**TASK MATERIAL**.
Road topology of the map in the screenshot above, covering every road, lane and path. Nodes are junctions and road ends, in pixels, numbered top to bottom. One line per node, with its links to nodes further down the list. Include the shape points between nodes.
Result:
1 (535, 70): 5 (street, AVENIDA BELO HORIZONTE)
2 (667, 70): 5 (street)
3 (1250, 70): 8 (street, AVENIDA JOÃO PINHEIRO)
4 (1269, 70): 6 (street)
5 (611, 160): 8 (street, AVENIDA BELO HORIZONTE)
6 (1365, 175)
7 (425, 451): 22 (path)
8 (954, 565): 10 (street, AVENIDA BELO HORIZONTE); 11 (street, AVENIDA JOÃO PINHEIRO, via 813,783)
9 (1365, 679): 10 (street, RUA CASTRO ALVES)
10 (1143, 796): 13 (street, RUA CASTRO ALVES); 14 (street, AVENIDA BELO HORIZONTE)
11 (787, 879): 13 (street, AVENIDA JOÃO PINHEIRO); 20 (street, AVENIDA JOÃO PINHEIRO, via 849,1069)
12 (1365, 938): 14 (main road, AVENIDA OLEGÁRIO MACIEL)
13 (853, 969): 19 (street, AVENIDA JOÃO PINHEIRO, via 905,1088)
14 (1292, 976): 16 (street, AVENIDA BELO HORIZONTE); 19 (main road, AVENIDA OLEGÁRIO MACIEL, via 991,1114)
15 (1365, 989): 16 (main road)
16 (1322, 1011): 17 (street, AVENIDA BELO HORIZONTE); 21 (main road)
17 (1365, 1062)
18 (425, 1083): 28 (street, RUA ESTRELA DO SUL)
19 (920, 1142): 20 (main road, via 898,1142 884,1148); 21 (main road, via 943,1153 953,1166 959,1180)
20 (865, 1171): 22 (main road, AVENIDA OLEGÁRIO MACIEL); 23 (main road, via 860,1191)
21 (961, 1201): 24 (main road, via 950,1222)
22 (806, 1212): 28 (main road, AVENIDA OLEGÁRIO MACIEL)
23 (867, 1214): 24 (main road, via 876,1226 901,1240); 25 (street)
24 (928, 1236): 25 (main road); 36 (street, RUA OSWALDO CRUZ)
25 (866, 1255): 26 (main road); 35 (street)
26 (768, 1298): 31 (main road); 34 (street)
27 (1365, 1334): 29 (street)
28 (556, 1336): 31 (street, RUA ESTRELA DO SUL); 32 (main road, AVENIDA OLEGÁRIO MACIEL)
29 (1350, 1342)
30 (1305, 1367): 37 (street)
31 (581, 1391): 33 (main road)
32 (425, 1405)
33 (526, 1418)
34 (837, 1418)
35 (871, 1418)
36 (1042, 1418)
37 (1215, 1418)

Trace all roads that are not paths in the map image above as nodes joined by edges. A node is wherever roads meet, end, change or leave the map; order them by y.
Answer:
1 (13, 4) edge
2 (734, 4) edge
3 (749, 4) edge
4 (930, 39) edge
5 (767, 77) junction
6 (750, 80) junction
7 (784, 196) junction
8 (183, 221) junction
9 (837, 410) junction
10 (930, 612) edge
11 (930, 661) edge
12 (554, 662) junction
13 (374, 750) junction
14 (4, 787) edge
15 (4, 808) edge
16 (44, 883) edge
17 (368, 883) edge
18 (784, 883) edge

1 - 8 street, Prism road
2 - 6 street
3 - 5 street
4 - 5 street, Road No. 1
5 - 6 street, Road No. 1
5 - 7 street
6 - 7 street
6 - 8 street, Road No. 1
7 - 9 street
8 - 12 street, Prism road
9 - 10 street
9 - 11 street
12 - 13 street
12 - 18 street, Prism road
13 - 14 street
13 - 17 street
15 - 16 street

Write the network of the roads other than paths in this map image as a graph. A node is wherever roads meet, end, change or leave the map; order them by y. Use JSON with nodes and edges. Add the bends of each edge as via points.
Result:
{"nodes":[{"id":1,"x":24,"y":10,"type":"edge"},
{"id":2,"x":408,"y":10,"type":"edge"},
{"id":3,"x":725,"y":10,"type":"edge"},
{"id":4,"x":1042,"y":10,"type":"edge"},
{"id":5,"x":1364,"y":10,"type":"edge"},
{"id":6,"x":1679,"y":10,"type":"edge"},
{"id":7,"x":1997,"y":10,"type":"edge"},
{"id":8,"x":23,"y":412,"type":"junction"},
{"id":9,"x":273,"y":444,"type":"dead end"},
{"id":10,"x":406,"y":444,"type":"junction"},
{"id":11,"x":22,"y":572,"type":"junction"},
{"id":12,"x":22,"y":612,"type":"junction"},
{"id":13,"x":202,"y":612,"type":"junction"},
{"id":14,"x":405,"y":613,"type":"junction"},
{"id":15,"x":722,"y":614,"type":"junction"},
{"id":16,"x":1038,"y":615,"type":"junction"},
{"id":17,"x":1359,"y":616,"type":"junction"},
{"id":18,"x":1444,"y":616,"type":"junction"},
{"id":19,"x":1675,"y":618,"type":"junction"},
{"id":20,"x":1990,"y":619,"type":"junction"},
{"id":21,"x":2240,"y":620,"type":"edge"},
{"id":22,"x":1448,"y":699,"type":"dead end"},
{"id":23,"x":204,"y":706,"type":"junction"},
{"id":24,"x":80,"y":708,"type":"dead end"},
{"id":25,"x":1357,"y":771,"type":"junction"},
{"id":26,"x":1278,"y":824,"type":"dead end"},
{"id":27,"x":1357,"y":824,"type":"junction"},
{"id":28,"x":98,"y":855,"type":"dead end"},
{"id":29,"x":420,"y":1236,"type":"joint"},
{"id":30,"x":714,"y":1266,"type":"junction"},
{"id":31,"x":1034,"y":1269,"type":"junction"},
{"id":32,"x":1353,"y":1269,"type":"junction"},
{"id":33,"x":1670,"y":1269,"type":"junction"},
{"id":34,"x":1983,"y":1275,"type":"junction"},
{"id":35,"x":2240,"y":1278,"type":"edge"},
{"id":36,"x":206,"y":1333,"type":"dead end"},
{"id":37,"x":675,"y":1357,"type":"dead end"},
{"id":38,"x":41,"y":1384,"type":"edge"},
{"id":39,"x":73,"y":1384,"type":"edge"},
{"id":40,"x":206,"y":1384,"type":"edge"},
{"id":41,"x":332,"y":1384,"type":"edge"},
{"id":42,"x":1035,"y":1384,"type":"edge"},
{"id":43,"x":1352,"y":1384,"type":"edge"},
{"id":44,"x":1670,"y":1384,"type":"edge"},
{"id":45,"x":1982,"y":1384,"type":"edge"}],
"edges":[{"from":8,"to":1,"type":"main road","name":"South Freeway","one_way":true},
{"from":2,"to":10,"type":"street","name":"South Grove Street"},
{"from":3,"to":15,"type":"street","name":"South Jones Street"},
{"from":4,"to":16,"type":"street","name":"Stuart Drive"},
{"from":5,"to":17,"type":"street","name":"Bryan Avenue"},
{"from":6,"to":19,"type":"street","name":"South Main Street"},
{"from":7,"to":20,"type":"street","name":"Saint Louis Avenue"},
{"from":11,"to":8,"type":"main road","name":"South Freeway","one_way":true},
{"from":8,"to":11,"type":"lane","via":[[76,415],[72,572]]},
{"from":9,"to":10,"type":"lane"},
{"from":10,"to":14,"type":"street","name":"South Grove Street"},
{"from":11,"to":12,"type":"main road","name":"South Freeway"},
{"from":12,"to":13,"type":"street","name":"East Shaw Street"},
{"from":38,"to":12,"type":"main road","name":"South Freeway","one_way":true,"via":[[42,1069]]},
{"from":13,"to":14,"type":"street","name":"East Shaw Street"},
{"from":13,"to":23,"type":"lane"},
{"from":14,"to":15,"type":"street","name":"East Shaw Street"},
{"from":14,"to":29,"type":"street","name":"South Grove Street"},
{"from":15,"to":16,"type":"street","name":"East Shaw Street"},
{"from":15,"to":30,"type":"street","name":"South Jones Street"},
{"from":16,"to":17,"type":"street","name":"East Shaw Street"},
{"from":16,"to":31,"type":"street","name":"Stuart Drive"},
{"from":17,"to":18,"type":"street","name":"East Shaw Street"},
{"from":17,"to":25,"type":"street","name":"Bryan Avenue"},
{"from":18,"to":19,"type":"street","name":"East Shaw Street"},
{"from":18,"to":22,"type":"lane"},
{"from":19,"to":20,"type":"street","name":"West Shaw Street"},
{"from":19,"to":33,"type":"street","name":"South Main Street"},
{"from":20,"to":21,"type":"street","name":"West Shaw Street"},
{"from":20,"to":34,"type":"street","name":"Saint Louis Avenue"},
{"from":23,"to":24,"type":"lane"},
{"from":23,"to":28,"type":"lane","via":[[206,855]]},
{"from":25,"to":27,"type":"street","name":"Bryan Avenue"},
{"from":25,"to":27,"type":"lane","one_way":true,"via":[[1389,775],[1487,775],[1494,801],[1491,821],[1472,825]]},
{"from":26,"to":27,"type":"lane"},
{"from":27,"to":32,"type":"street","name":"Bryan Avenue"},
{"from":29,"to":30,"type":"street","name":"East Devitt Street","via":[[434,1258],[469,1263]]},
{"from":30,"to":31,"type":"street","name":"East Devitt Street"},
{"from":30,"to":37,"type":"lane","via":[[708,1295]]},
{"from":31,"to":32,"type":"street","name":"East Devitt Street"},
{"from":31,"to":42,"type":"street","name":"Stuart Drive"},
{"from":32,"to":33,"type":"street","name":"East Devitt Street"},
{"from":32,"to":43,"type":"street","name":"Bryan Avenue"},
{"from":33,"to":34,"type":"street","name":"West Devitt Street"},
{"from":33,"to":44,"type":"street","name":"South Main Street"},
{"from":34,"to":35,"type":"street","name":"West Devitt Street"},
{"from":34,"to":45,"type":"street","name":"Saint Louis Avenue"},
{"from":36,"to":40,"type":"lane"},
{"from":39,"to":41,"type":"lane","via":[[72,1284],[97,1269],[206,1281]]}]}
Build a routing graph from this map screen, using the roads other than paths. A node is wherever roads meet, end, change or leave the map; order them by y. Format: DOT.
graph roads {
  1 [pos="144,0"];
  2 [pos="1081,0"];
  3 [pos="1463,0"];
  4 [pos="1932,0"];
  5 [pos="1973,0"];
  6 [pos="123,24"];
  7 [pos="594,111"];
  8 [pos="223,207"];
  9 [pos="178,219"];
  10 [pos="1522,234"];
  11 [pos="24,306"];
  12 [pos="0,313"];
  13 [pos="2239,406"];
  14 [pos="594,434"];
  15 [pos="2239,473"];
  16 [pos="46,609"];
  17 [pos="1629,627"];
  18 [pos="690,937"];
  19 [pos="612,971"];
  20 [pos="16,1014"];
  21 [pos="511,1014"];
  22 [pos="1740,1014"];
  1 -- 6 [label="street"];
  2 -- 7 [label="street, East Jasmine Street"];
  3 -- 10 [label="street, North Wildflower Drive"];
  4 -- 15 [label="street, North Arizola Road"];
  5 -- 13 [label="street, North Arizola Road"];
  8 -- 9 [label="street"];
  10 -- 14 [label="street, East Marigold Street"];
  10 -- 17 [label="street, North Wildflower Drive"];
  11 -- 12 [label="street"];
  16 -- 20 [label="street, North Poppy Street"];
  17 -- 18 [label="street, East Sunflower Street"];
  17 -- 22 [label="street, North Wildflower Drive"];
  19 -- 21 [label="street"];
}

**PROBLEM**.
Filter the records above down to the lines that hold the string "graph".

**FINISHED EXERCISE**.
Write the network of the roads other than paths in this map image as a graph. A node is wherever roads meet, end, change or leave the map; order them by y. Use JSON with nodes and edges. Add the bends of each edge as via points.
Build a routing graph from this map screen, using the roads other than paths. A node is wherever roads meet, end, change or leave the map; order them by y. Format: DOT.
graph roads {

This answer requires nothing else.